L’aîné du duo fondateur du groupe Touré Kunda est décédé à Paris des suites d’une longue maladie, à l’âge de 73 ans. Avec lui, c’est une page de l’histoire d’un des groupes pionniers qui, de Paris, ouvrit les portes de l’occident aux musiques africaines.
Quand en 1973 Ismaïla Touré quitte sa Casamance natale pour venir en France, il a des rêves plein la tête. Un, en particulier : se lancer dans la musique, ce qui lui paraît impossible au Sénégal, sous le regard désapprobateur des parents. Deux ans plus tard, on le retrouve à Paris, étudiant à l’université, tout en multipliant les petits boulots. Quant à ses soirées, il les passe dans le petit milieu des musiciens africains, où il fait ses armes (et où il joue, entre autres, avec son compatriote Wasis Diop). Son frère cadet Sixu le rejoint en 1977 et c’est ensemble qu’ils montent leur premier groupe, rien qu’avec des musiciens français. Il ne s’appelle pas encore Touré Kunda, mais c’est dans cette configuration qu’ils parviennent à se faire connaître, d’abord à l’Hippodrome de Pantin lors du festival Africa Fête lancé par le militant Mamadou Konté, puis au Théâtre Dunois qu’ils occupent un mois durant, avec le relais de la chaîne de télé FR3 qui vient les filmer. Avec l’aide financière du beau-père d’Ismaïla et la solidarité des copains sénégalais de Paris, ils parviennent à enregistrer leur premier album, Mandinka dong (sortie en 1979, réédité par Secousse en 2019), signé de leurs deux noms : Ismaïla et Sixu Touré. Sur la pochette de ce disque très free, qui joue avec les rythmes de Casamance, le mbalax, la funk et le jazz, on les voit tous deux derrière des barreaux. Ismaïla confiera bien plus tard à Jacques Denis, dans le journal Libération :
« La couverture, où on nous voit souriants derrière des barreaux, c’était pour montrer qu’on était enfermés dans des clichés culturels. On était prisonniers du système, mais notre sourire, c’est une manière de dire qu’on allait bientôt passer de l’autre côté« .

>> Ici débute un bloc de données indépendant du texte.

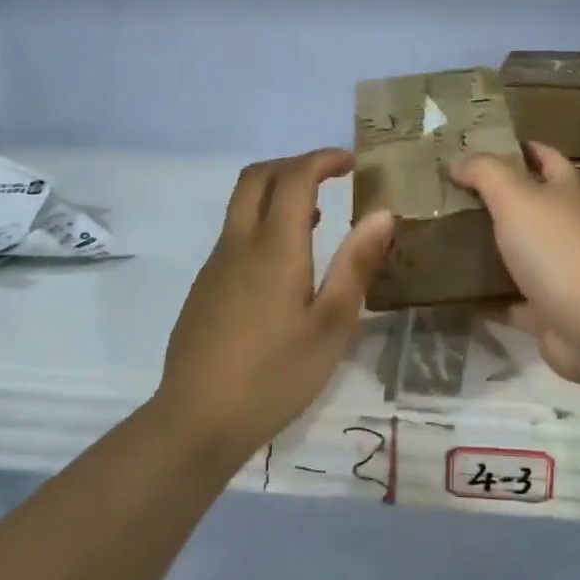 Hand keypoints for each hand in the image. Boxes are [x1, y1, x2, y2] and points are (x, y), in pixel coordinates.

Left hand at [155, 149, 391, 463]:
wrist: (197, 420)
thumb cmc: (275, 375)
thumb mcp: (331, 325)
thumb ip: (356, 265)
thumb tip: (382, 214)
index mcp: (273, 247)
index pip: (294, 177)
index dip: (322, 159)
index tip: (352, 163)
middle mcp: (238, 244)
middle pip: (256, 177)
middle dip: (294, 164)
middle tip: (330, 177)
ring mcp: (215, 266)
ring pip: (241, 205)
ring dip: (277, 193)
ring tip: (317, 217)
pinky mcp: (204, 288)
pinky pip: (235, 235)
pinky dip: (263, 223)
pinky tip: (285, 265)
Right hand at [451, 144, 579, 382]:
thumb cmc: (556, 249)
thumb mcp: (516, 198)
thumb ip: (485, 173)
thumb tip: (457, 160)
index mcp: (564, 193)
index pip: (547, 158)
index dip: (521, 147)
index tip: (481, 146)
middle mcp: (565, 228)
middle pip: (528, 206)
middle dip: (493, 198)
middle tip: (446, 193)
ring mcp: (557, 271)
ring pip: (517, 252)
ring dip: (487, 247)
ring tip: (442, 237)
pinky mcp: (546, 309)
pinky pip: (509, 299)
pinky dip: (486, 296)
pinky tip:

« De l’autre côté » les deux frangins – bientôt rejoints par leur aîné Amadou, allaient y parvenir, crevant les barrières qui maintenaient, dans les yeux et les oreilles du grand public français, les musiques africaines dans le ghetto de l’exotisme foklorique. Les Toure Kunda (la famille éléphant, en langue soninkée), sont aussi le premier groupe d’Africains de Paris à connaître un tel succès (après le grand frère Dibango déjà bien installé dans le paysage français). On les verra souvent jouer pour défendre les droits des immigrés. Car le succès des frères Touré lui aussi les représente : « cette percée a permis je crois cette reconnaissance de l’identité de ces gens qui à un moment donné rasaient les murs, et où ils ne pouvaient pas marcher la tête haute » racontait Ismaïla à Philippe Conrath dans le documentaire Paris c’est l’Afrique.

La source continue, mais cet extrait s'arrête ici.